Data records:
··········
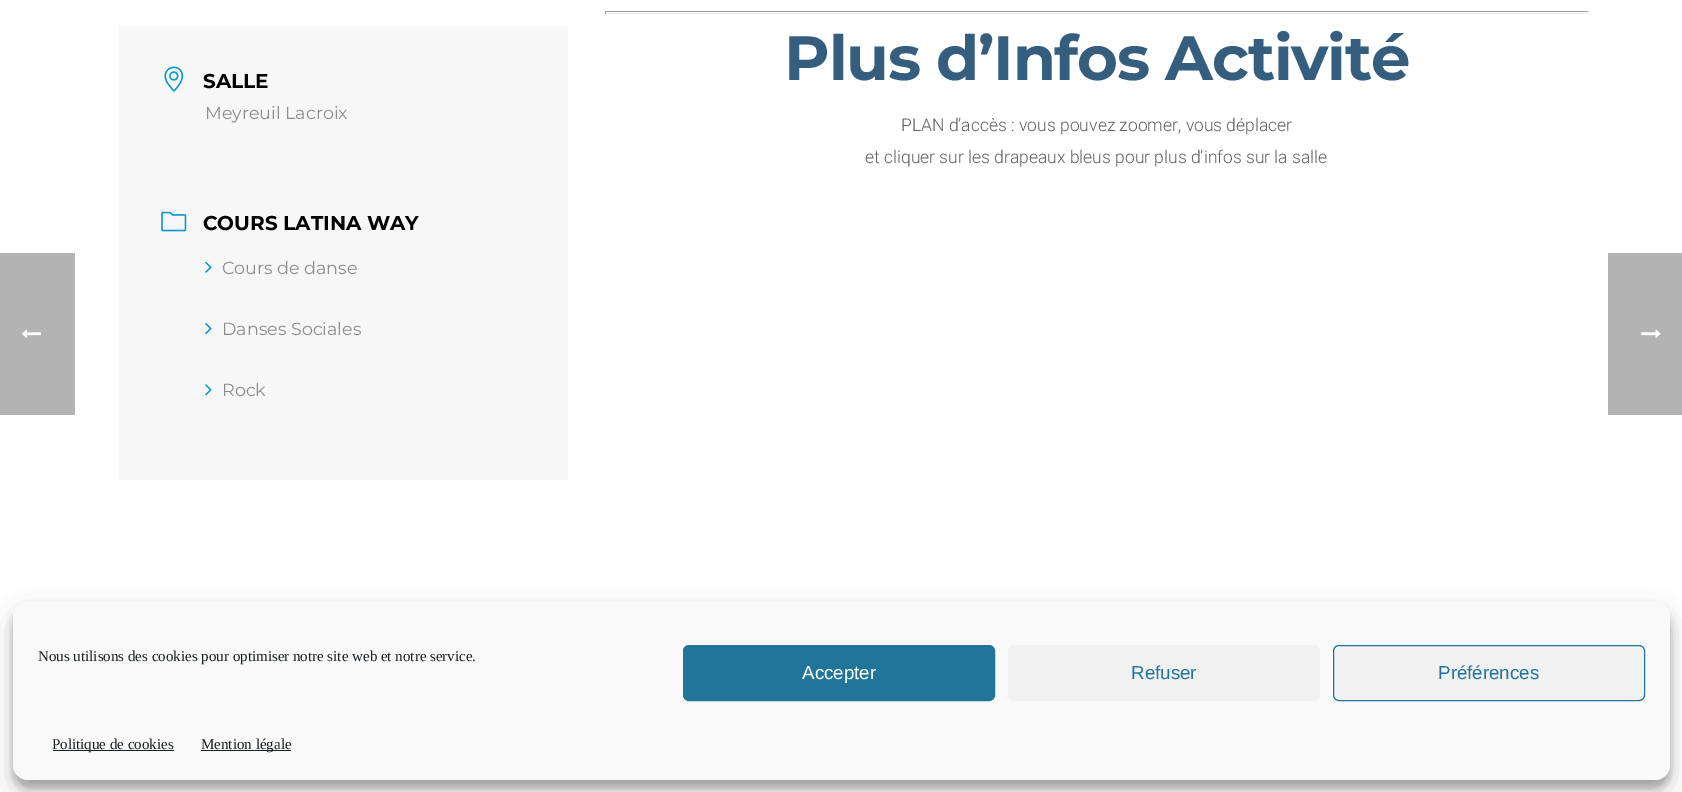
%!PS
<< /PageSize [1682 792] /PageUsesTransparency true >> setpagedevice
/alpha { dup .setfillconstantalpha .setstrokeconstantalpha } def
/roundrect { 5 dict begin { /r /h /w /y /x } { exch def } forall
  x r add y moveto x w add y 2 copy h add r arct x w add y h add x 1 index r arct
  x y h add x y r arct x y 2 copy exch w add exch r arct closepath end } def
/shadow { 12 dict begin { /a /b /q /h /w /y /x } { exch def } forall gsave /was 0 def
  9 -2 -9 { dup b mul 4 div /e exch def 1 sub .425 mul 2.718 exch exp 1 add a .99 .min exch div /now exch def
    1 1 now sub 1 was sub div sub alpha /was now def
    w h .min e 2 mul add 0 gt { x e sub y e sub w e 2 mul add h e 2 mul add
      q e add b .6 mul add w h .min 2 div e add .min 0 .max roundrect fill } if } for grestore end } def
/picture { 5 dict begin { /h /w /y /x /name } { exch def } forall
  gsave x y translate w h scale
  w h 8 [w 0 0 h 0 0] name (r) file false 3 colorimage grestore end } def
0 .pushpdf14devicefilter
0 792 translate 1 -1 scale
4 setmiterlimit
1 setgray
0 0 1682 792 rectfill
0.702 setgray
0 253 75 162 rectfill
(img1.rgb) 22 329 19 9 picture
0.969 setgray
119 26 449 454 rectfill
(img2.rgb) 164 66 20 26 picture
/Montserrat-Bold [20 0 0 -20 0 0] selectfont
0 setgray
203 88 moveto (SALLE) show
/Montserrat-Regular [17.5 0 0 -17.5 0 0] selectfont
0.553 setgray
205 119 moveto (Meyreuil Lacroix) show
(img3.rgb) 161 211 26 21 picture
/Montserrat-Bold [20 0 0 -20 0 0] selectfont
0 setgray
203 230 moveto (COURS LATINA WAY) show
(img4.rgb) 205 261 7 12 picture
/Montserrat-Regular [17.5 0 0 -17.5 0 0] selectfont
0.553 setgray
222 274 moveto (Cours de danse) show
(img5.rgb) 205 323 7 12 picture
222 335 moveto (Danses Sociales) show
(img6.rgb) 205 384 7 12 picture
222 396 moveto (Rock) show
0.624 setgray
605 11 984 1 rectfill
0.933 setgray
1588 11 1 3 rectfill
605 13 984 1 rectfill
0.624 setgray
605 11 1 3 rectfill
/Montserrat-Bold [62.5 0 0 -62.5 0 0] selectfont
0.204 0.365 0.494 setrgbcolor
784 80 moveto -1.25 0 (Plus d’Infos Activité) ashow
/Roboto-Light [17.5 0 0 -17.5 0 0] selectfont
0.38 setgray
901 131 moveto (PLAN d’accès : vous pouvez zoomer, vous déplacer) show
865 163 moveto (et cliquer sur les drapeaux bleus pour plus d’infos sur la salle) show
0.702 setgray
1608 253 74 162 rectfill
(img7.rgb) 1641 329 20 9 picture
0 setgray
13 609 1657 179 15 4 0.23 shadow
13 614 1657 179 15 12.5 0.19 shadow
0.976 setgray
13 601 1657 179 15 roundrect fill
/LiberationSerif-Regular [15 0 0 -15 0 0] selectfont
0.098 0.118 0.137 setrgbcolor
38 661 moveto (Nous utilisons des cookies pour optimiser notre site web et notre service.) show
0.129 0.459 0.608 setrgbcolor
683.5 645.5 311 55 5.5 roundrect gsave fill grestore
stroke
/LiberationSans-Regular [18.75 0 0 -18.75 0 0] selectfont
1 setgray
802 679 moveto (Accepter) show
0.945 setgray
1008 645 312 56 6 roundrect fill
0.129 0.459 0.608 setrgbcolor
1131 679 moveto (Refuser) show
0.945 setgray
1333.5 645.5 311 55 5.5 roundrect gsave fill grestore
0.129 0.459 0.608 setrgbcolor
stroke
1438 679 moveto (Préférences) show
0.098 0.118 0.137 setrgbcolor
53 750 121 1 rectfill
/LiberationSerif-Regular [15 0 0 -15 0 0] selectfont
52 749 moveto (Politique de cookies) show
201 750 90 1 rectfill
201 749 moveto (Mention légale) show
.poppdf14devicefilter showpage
··········
Your objective: Go through the listing, find each line with the word "scale", and copy it.

Solution to the exercise:
  gsave x y translate w h scale
0 792 translate 1 -1 scale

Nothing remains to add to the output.